- Provided entries:
━━━━━━━━━━━━━━━━━━━━━━━━━━━━━━

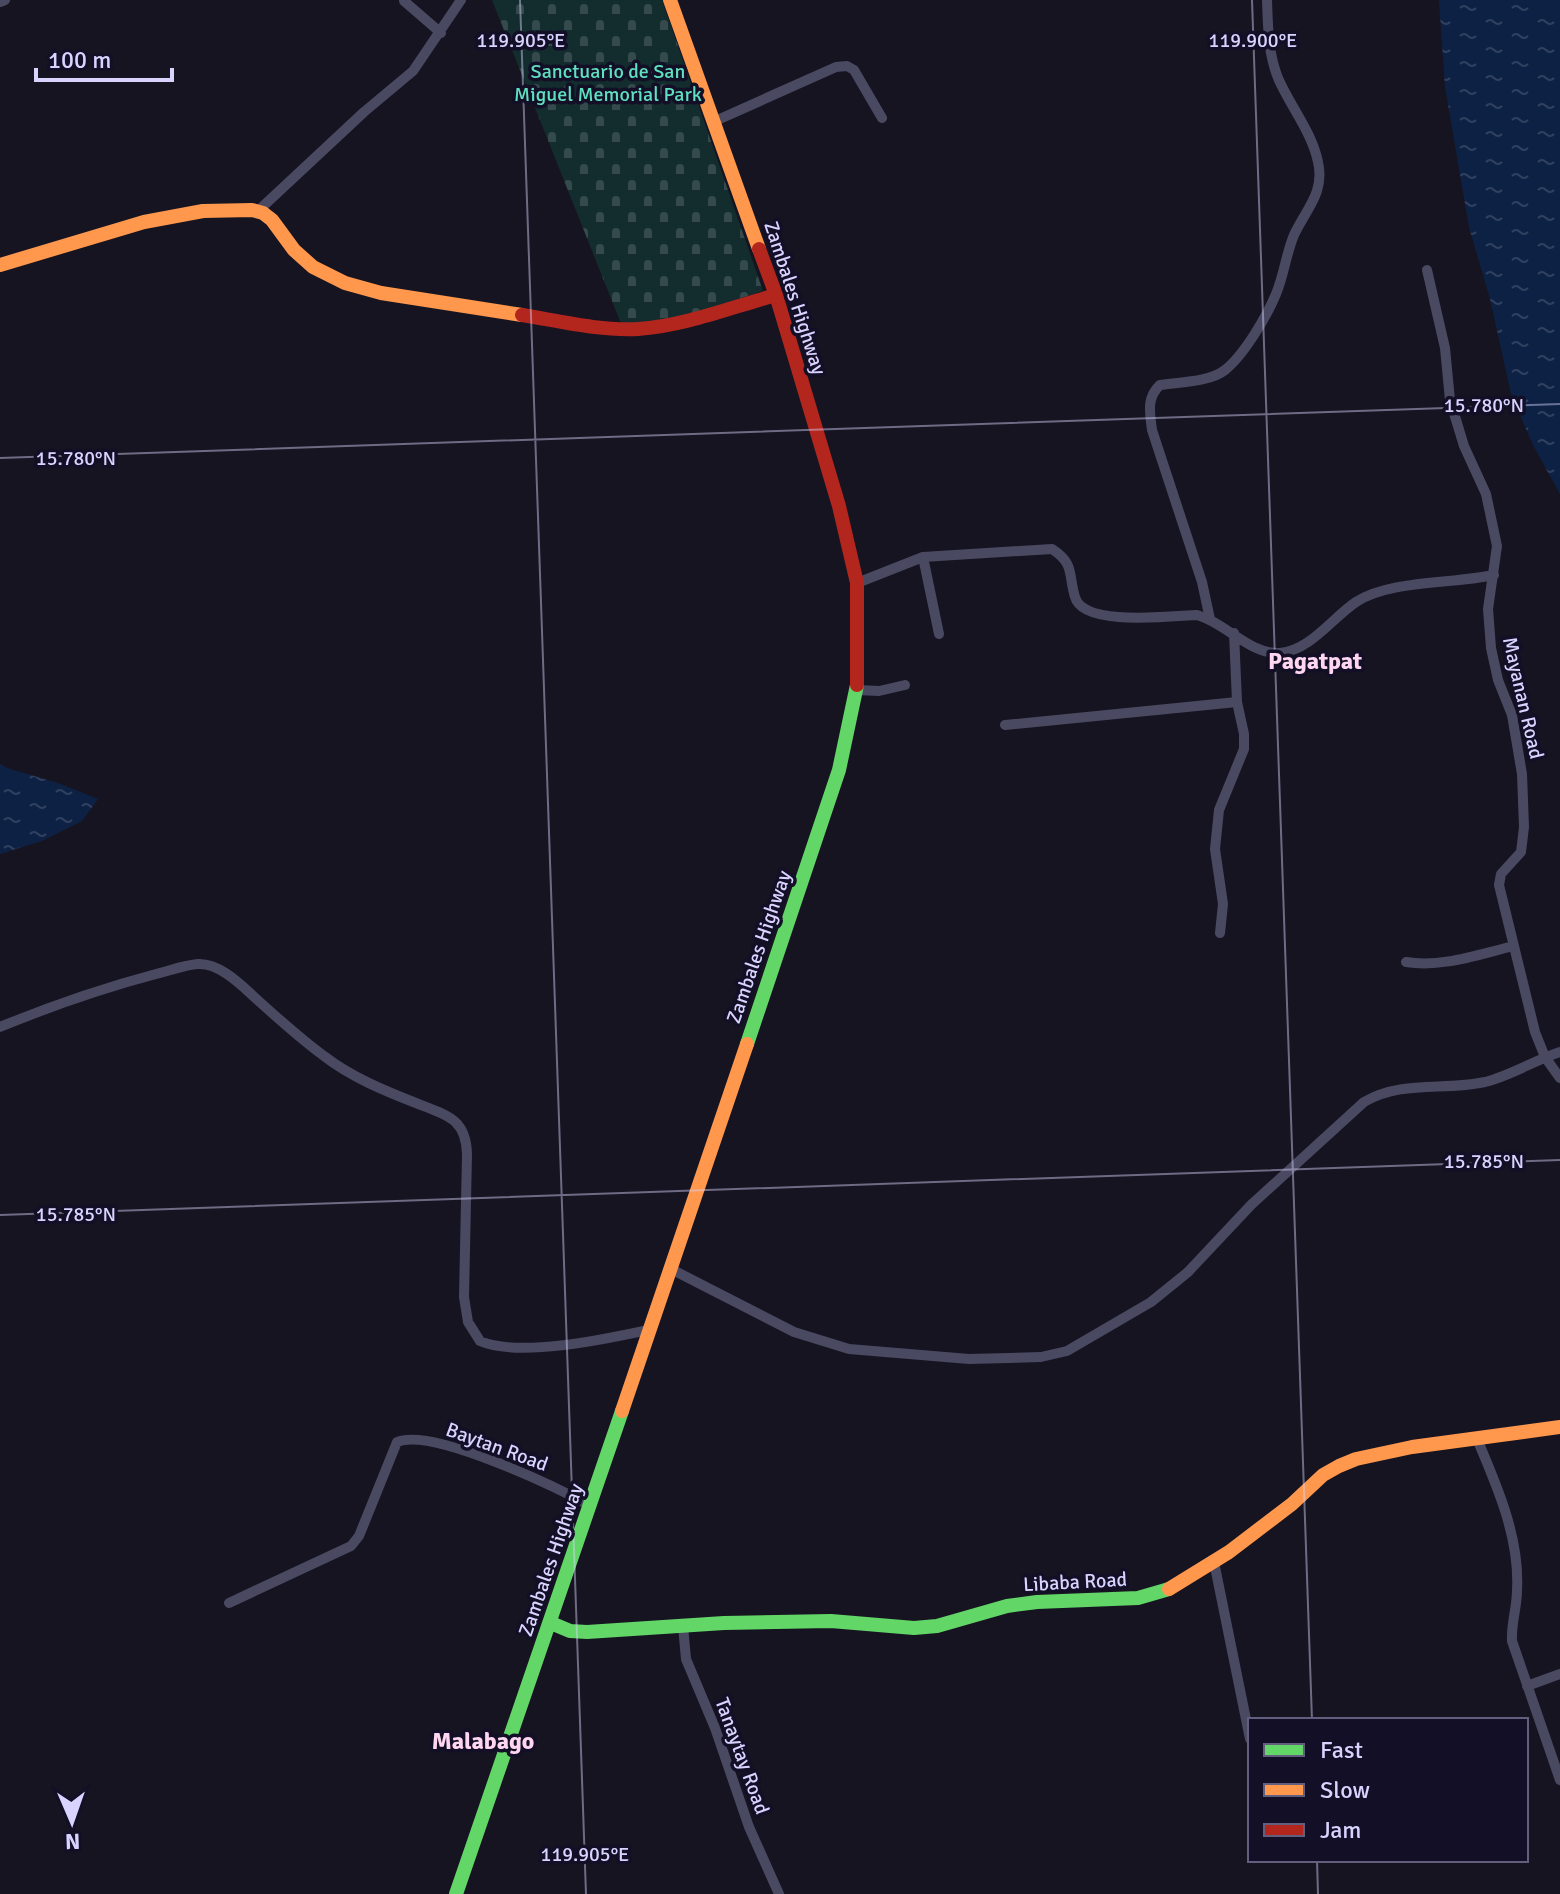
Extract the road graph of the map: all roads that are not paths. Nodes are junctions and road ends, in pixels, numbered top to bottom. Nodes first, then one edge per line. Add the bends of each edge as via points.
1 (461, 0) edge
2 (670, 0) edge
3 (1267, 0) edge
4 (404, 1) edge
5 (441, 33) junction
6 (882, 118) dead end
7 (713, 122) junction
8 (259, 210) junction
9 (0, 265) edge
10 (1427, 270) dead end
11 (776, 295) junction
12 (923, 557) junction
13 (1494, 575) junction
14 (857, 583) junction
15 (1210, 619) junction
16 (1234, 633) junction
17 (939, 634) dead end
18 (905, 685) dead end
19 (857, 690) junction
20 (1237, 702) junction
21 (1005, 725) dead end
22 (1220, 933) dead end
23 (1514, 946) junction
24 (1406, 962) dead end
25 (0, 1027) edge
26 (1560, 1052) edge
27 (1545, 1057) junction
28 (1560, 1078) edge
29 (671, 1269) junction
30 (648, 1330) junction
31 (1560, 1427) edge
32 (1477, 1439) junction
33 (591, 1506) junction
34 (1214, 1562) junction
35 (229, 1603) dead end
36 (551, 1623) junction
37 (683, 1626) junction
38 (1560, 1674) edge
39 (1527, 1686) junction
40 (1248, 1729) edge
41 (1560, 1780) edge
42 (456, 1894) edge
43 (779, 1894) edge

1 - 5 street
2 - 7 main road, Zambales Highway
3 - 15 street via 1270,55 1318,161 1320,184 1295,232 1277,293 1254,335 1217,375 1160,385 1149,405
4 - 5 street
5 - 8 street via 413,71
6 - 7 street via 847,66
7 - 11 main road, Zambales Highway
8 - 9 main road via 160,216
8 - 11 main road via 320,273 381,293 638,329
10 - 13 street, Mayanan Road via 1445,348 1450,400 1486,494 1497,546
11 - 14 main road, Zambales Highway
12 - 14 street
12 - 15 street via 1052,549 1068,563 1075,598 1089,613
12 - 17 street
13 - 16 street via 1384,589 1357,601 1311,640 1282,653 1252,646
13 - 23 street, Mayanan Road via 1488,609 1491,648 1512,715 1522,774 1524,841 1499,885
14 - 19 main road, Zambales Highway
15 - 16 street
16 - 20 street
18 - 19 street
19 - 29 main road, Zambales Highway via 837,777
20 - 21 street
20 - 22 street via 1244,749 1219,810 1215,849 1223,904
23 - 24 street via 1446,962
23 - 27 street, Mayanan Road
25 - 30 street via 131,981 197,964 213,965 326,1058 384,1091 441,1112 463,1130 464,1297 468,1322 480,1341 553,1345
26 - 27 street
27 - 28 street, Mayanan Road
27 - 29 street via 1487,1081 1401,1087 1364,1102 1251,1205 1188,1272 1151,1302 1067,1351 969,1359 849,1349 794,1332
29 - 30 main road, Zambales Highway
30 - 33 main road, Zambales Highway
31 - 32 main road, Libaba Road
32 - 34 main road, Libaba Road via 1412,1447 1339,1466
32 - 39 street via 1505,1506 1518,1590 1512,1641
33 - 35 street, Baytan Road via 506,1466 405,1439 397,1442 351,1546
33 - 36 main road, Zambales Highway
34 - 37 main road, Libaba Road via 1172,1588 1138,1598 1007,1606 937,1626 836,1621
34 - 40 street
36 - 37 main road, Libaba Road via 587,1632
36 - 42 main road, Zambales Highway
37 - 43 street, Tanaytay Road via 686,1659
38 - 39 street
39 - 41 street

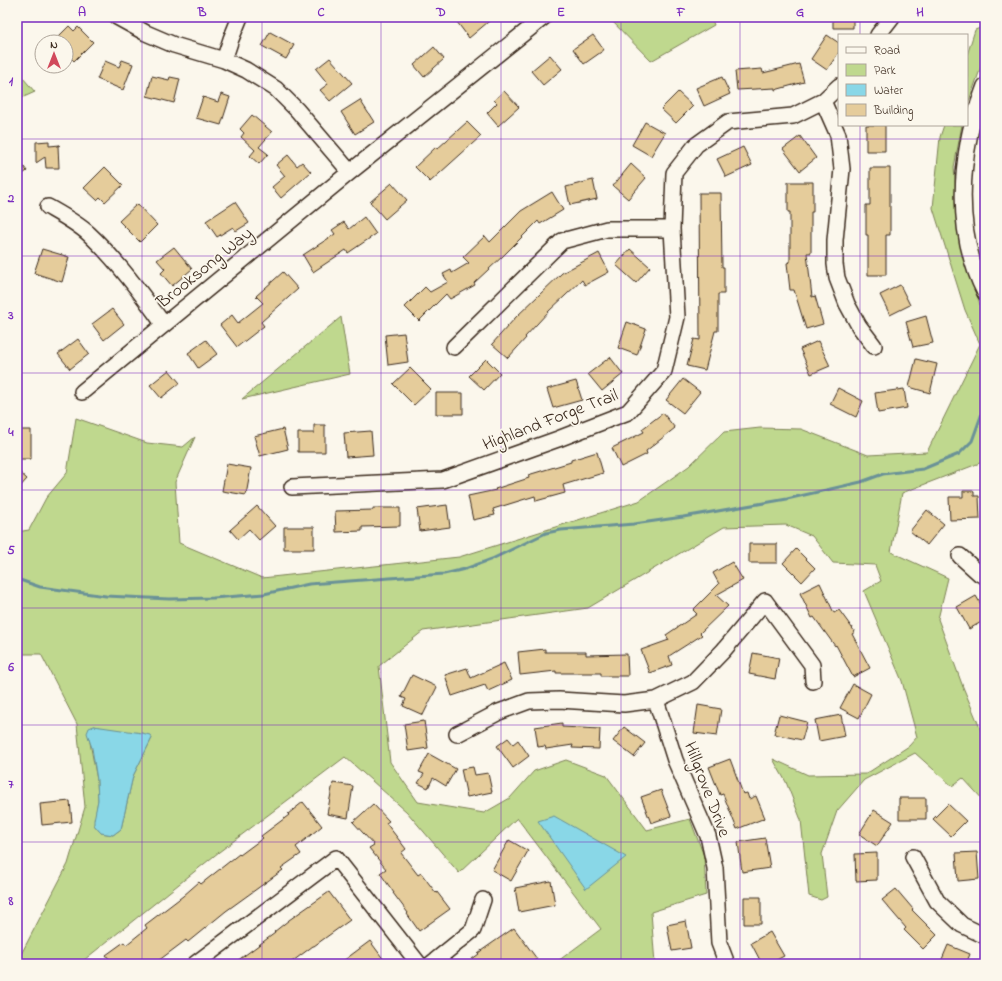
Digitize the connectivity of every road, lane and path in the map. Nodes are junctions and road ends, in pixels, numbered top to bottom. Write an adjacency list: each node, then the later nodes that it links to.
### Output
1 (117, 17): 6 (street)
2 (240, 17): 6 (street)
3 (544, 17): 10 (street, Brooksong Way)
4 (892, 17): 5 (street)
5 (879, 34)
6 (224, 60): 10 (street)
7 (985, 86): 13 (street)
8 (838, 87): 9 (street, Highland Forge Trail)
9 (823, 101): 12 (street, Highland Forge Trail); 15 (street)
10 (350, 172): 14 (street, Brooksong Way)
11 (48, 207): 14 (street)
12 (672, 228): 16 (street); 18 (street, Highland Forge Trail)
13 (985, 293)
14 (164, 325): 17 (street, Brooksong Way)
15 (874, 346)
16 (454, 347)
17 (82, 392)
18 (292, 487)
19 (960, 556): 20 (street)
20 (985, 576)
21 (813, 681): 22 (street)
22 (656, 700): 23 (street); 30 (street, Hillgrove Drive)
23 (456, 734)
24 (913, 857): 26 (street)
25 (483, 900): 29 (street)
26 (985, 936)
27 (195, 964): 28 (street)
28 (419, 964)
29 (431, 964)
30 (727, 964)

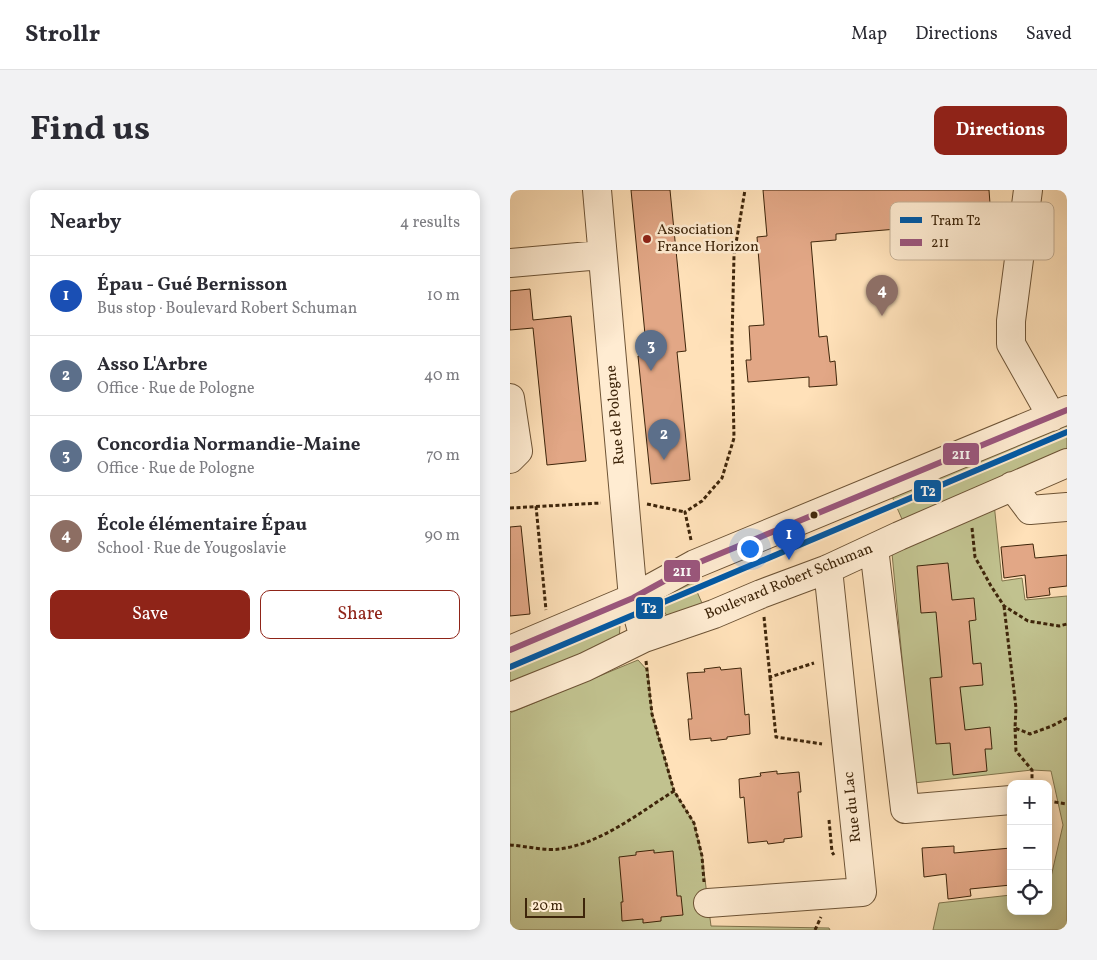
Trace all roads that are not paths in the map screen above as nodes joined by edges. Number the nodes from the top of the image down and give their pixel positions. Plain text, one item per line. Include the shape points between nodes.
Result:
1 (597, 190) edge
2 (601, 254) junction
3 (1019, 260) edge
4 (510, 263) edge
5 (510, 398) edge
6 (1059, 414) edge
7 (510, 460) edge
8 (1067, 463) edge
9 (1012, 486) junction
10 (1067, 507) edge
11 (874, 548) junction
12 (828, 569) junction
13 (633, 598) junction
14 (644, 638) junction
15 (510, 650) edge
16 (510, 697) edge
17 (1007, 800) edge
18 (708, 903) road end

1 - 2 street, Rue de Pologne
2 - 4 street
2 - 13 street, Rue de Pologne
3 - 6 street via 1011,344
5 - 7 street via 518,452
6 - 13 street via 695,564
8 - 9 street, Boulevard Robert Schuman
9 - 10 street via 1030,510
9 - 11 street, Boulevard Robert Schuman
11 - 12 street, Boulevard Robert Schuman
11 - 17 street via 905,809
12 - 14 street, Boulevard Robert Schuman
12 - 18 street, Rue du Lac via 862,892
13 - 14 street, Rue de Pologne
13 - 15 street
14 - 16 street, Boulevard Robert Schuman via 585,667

━━━━━━━━━━━━━━━━━━━━━━━━━━━━━━

- Task brief:
Each line above should be set down exactly as written, with pictures excluded.

- Expected answer:
Extract the road graph of the map: all roads that are not paths. Nodes are junctions and road ends, in pixels, numbered top to bottom. Nodes first, then one edge per line. Add the bends of each edge as via points.
1 (461, 0) edge
2 (670, 0) edge
3 (1267, 0) edge
4 (404, 1) edge
5 (441, 33) junction
6 (882, 118) dead end
7 (713, 122) junction
8 (259, 210) junction
9 (0, 265) edge
10 (1427, 270) dead end
11 (776, 295) junction
12 (923, 557) junction
13 (1494, 575) junction
14 (857, 583) junction
15 (1210, 619) junction
16 (1234, 633) junction
17 (939, 634) dead end
18 (905, 685) dead end
19 (857, 690) junction
20 (1237, 702) junction
21 (1005, 725) dead end
22 (1220, 933) dead end
23 (1514, 946) junction
24 (1406, 962) dead end
25 (0, 1027) edge
26 (1560, 1052) edge
27 (1545, 1057) junction
28 (1560, 1078) edge
29 (671, 1269) junction
30 (648, 1330) junction
31 (1560, 1427) edge
32 (1477, 1439) junction
33 (591, 1506) junction
34 (1214, 1562) junction
35 (229, 1603) dead end
36 (551, 1623) junction
37 (683, 1626) junction
38 (1560, 1674) edge
39 (1527, 1686) junction
40 (1248, 1729) edge
41 (1560, 1780) edge
42 (456, 1894) edge
43 (779, 1894) edge

1 - 5 street
2 - 7 main road, Zambales Highway
3 - 15 street via 1270,55 1318,161 1320,184 1295,232 1277,293 1254,335 1217,375 1160,385 1149,405
4 - 5 street
5 - 8 street via 413,71
6 - 7 street via 847,66
7 - 11 main road, Zambales Highway
8 - 9 main road via 160,216
8 - 11 main road via 320,273 381,293 638,329
10 - 13 street, Mayanan Road via 1445,348 1450,400 1486,494 1497,546
11 - 14 main road, Zambales Highway
12 - 14 street
12 - 15 street via 1052,549 1068,563 1075,598 1089,613
12 - 17 street
13 - 16 street via 1384,589 1357,601 1311,640 1282,653 1252,646
13 - 23 street, Mayanan Road via 1488,609 1491,648 1512,715 1522,774 1524,841 1499,885
14 - 19 main road, Zambales Highway
15 - 16 street
16 - 20 street
18 - 19 street
19 - 29 main road, Zambales Highway via 837,777
20 - 21 street
20 - 22 street via 1244,749 1219,810 1215,849 1223,904
23 - 24 street via 1446,962
23 - 27 street, Mayanan Road
25 - 30 street via 131,981 197,964 213,965 326,1058 384,1091 441,1112 463,1130 464,1297 468,1322 480,1341 553,1345
26 - 27 street
27 - 28 street, Mayanan Road
27 - 29 street via 1487,1081 1401,1087 1364,1102 1251,1205 1188,1272 1151,1302 1067,1351 969,1359 849,1349 794,1332
29 - 30 main road, Zambales Highway
30 - 33 main road, Zambales Highway
31 - 32 main road, Libaba Road
32 - 34 main road, Libaba Road via 1412,1447 1339,1466
32 - 39 street via 1505,1506 1518,1590 1512,1641
33 - 35 street, Baytan Road via 506,1466 405,1439 397,1442 351,1546
33 - 36 main road, Zambales Highway
34 - 37 main road, Libaba Road via 1172,1588 1138,1598 1007,1606 937,1626 836,1621
34 - 40 street
36 - 37 main road, Libaba Road via 587,1632
36 - 42 main road, Zambales Highway
37 - 43 street, Tanaytay Road via 686,1659
38 - 39 street
39 - 41 street

Digitize the connectivity of every road, lane and path in the map. Nodes are junctions and road ends, in pixels, numbered top to bottom. Write an adjacency list: each node, then the later nodes that it links to.
### Output
1 (117, 17): 6 (street)
2 (240, 17): 6 (street)
3 (544, 17): 10 (street, Brooksong Way)
4 (892, 17): 5 (street)
5 (879, 34)
6 (224, 60): 10 (street)
7 (985, 86): 13 (street)
8 (838, 87): 9 (street, Highland Forge Trail)
9 (823, 101): 12 (street, Highland Forge Trail); 15 (street)
10 (350, 172): 14 (street, Brooksong Way)
11 (48, 207): 14 (street)
12 (672, 228): 16 (street); 18 (street, Highland Forge Trail)
13 (985, 293)
14 (164, 325): 17 (street, Brooksong Way)
15 (874, 346)
16 (454, 347)
17 (82, 392)
18 (292, 487)
19 (960, 556): 20 (street)
20 (985, 576)
21 (813, 681): 22 (street)
22 (656, 700): 23 (street); 30 (street, Hillgrove Drive)
23 (456, 734)
24 (913, 857): 26 (street)
25 (483, 900): 29 (street)
26 (985, 936)
27 (195, 964): 28 (street)
28 (419, 964)
29 (431, 964)
30 (727, 964)

Trace all roads that are not paths in the map screen above as nodes joined by edges. Number the nodes from the top of the image down and give their pixel positions. Plain text, one item per line. Include the shape points between nodes.
Result:
1 (597, 190) edge
2 (601, 254) junction
3 (1019, 260) edge
4 (510, 263) edge
5 (510, 398) edge
6 (1059, 414) edge
7 (510, 460) edge
8 (1067, 463) edge
9 (1012, 486) junction
10 (1067, 507) edge
11 (874, 548) junction
12 (828, 569) junction
13 (633, 598) junction
14 (644, 638) junction
15 (510, 650) edge
16 (510, 697) edge
17 (1007, 800) edge
18 (708, 903) road end

1 - 2 street, Rue de Pologne
2 - 4 street
2 - 13 street, Rue de Pologne
3 - 6 street via 1011,344
5 - 7 street via 518,452
6 - 13 street via 695,564
8 - 9 street, Boulevard Robert Schuman
9 - 10 street via 1030,510
9 - 11 street, Boulevard Robert Schuman
11 - 12 street, Boulevard Robert Schuman
11 - 17 street via 905,809
12 - 14 street, Boulevard Robert Schuman
12 - 18 street, Rue du Lac via 862,892
13 - 14 street, Rue de Pologne
13 - 15 street
14 - 16 street, Boulevard Robert Schuman via 585,667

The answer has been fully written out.